What first-time buyers really need

Mortgage Brokers have come to the defense of first-time buyers and are asking Ottawa to bring back the good ol’ days of 30 year mortgages and extra ‘help’.

The Globe and Mail asked first time buyers what would help them, and oddly enough the overwhelming response wasn’t ’30 year mortgages!’.

It was:

Affordable houses.

It appears that the price of a home has an impact on first time buyers:

“The biggest challenge I face is affordability,” said Dustin Strong, a 34-year-old Vancouver renter looking for a home in the $500,000 range. “I have spent several years saving up enough for a reasonable down payment, but have now determined that in the current market, it just makes more sense to rent.”

Ok, so the price of the home and the fear of losing your down payment and more as prices decline:

Market uncertainty and bubble-talk are also holding buyers back, said James Ellis, a 26-year-old looking for a house in Kingston, Ont., with a $250,000 budget.
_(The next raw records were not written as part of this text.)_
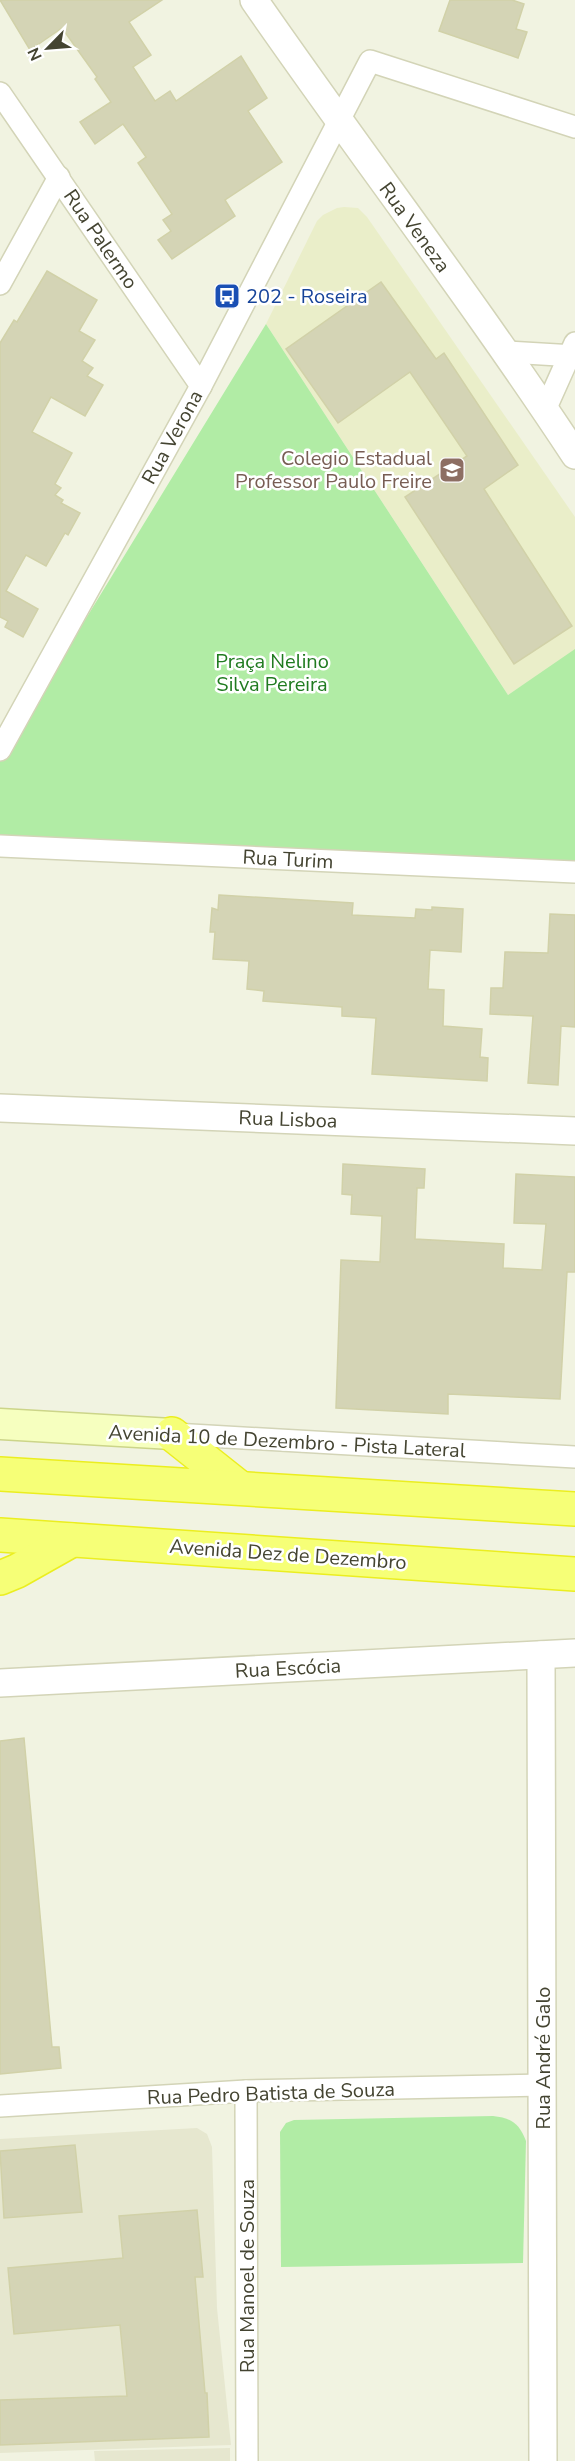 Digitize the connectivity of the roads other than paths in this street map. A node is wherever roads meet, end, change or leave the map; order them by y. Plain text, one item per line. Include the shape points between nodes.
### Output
1 (254, 0) edge
2 (0, 93) edge
3 (338, 121) junction
4 (575, 128) edge
5 (59, 177) junction
6 (0, 284) edge
7 (573, 351) edge
8 (507, 352) junction
9 (201, 386) junction
10 (545, 410) junction
11 (575, 455) edge
12 (0, 750) edge
13 (0, 846) edge
14 (575, 872) edge
15 (0, 1108) edge
16 (575, 1131) edge
17 (0, 1424) edge
18 (172, 1434) junction
19 (575, 1457) edge
20 (0, 1474) edge
21 (240, 1488) junction
22 (575, 1509) edge
23 (0, 1535) edge
24 (72, 1540) junction
25 (575, 1574) edge
26 (0, 1578) edge
27 (575, 1653) edge
28 (542, 1655) junction
29 (0, 1683) edge
30 (543, 2085) junction
31 (246, 2091) junction
32 (0, 2106) edge
33 (247, 2461) edge
34 (543, 2461) edge

1 - 3 street, Rua Veneza
2 - 5 street, Rua Palermo
3 - 4 street, Rua Verona via 370,61
3 - 8 street, Rua Veneza
3 - 9 street, Rua Verona
5 - 6 street
5 - 9 street, Rua Palermo
7 - 8 street
7 - 10 street
8 - 10 street, Rua Veneza
9 - 12 street, Rua Verona
10 - 11 street, Rua Veneza
13 - 14 street, Rua Turim
15 - 16 street, Rua Lisboa
17 - 18 main road, Avenida 10 de Dezembro - Pista Lateral
18 - 19 street, Avenida 10 de Dezembro - Pista Lateral
18 - 21 highway
20 - 21 highway
21 - 22 highway
23 - 24 highway, Avenida Dez de Dezembro
24 - 25 highway, Avenida Dez de Dezembro
24 - 26 highway
27 - 28 street, Rua Escócia
28 - 29 street, Rua Escócia
28 - 30 street, Rua André Galo
30 - 31 street, Rua Pedro Batista de Souza
30 - 34 street, Rua André Galo
31 - 32 street, Rua Pedro Batista de Souza
31 - 33 street, Rua Manoel de Souza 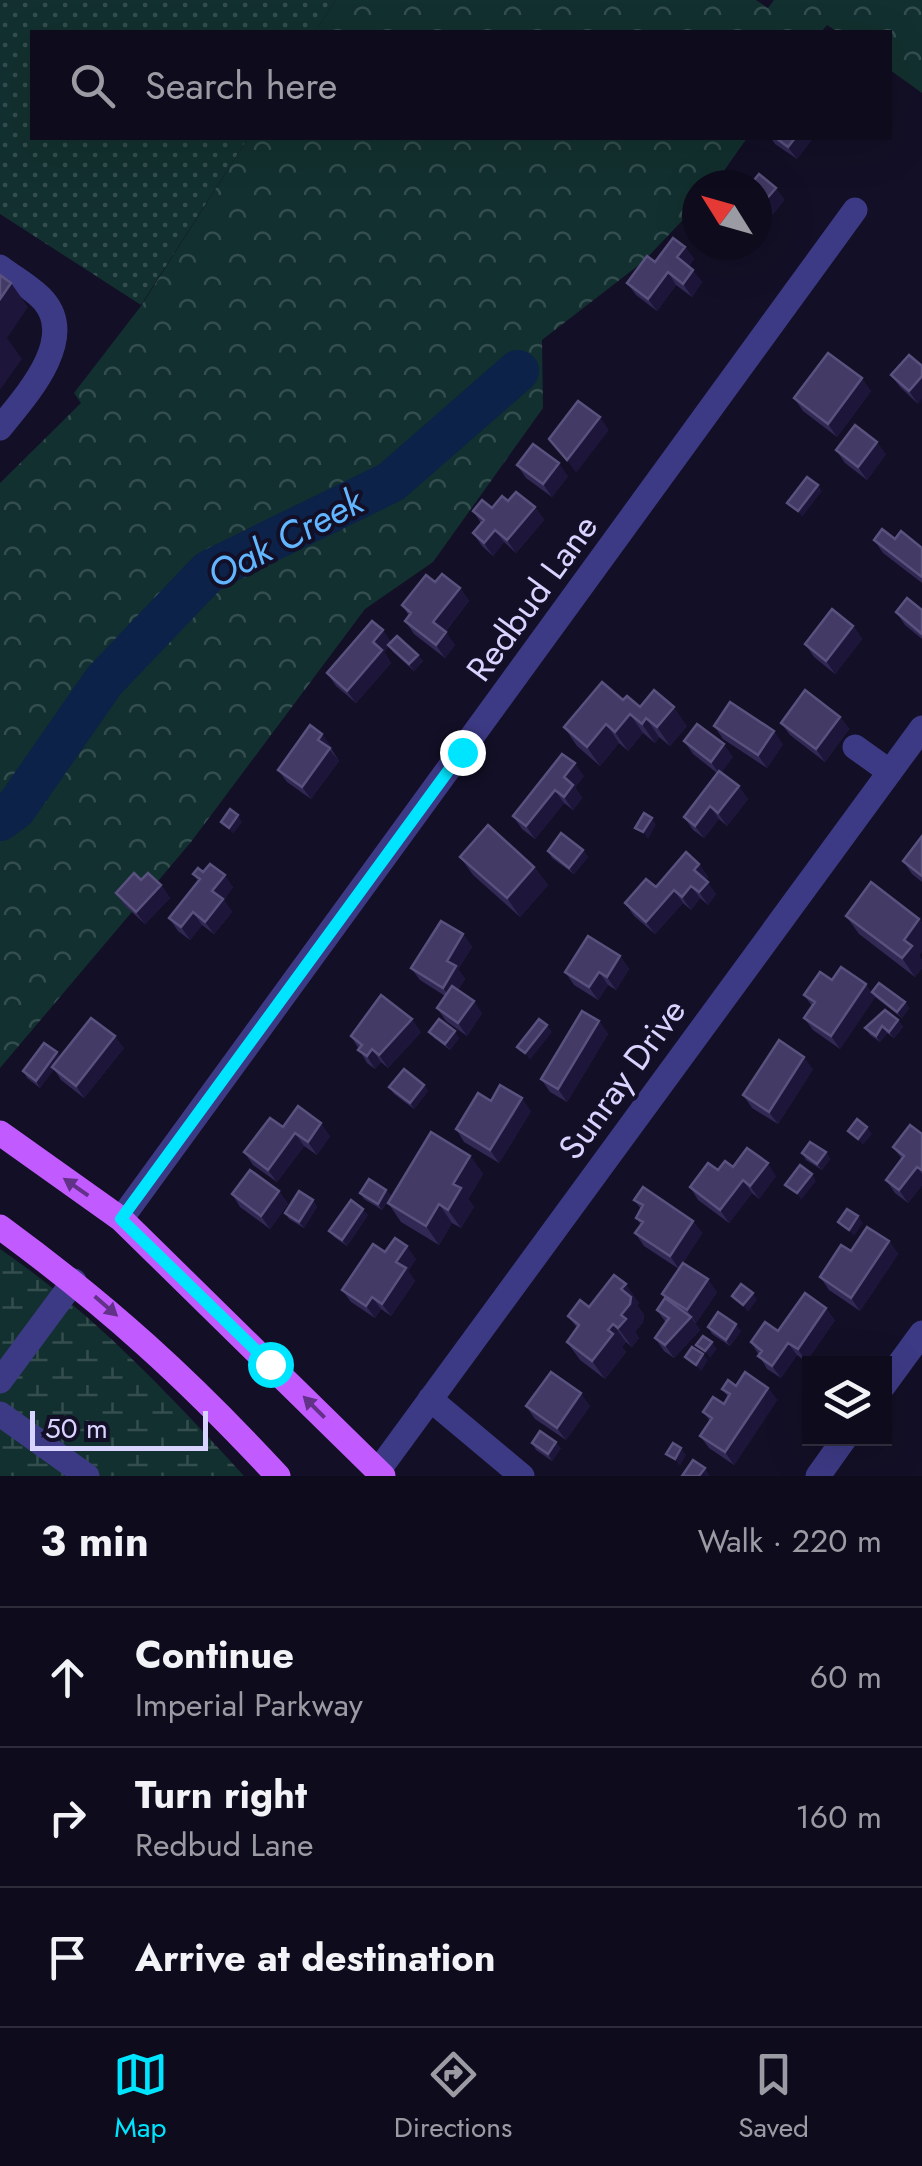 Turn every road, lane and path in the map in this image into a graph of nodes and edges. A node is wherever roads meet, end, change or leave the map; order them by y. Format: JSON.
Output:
{"nodes":[{"id":1,"x":855,"y":210,"type":"dead end"},
{"id":2,"x":0,"y":267,"type":"edge"},
{"id":3,"x":0,"y":428,"type":"edge"},
{"id":4,"x":922,"y":728,"type":"edge"},
{"id":5,"x":855,"y":747,"type":"dead end"},
{"id":6,"x":890,"y":772,"type":"junction"},
{"id":7,"x":0,"y":1134,"type":"edge"},
{"id":8,"x":121,"y":1219,"type":"junction"},
{"id":9,"x":0,"y":1228,"type":"edge"},
{"id":10,"x":74,"y":1281,"type":"junction"},
{"id":11,"x":922,"y":1334,"type":"edge"},
{"id":12,"x":892,"y":1374,"type":"edge"},
{"id":13,"x":0,"y":1381,"type":"edge"},
{"id":14,"x":430,"y":1400,"type":"junction"},
{"id":15,"x":0,"y":1414,"type":"edge"},
{"id":16,"x":839,"y":1446,"type":"edge"},
{"id":17,"x":380,"y":1474,"type":"edge"},
{"id":18,"x":87,"y":1476,"type":"edge"},
{"id":19,"x":278,"y":1476,"type":"edge"},
{"id":20,"x":522,"y":1476,"type":"edge"},
{"id":21,"x":818,"y":1476,"type":"edge"}],
"edges":[{"from":1,"to":8,"type":"street","name":"Redbud Lane"},
{"from":2,"to":3,"type":"street"},
{"from":4,"to":6,"type":"street","name":"Sunray Drive"},
{"from":5,"to":6,"type":"street"},
{"from":6,"to":14,"type":"street","name":"Sunray Drive"},
{"from":8,"to":7,"type":"main road","one_way":true},
{"from":17,"to":8,"type":"main road","one_way":true},
{"from":9,"to":10,"type":"main road"},
{"from":10,"to":13,"type":"street"},
{"from":10,"to":19,"type":"main road","one_way":true},
{"from":11,"to":12,"type":"street"},
{"from":14,"to":17,"type":"street","name":"Sunray Drive"},
{"from":14,"to":20,"type":"street"},
{"from":15,"to":18,"type":"street"},
{"from":16,"to":21,"type":"street"}]}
His biggest challenge, he said, is “determining if the value of a house now is inflated or not, and whether resale value in a few years will reflect the current value once the housing market equalizes.”

“Our main challenge is beating the fear of home prices falling on us,” added Joseph, a 28-year-old looking for a detached house in Calgary. “That is what has kept us renting.”

Read the full article here.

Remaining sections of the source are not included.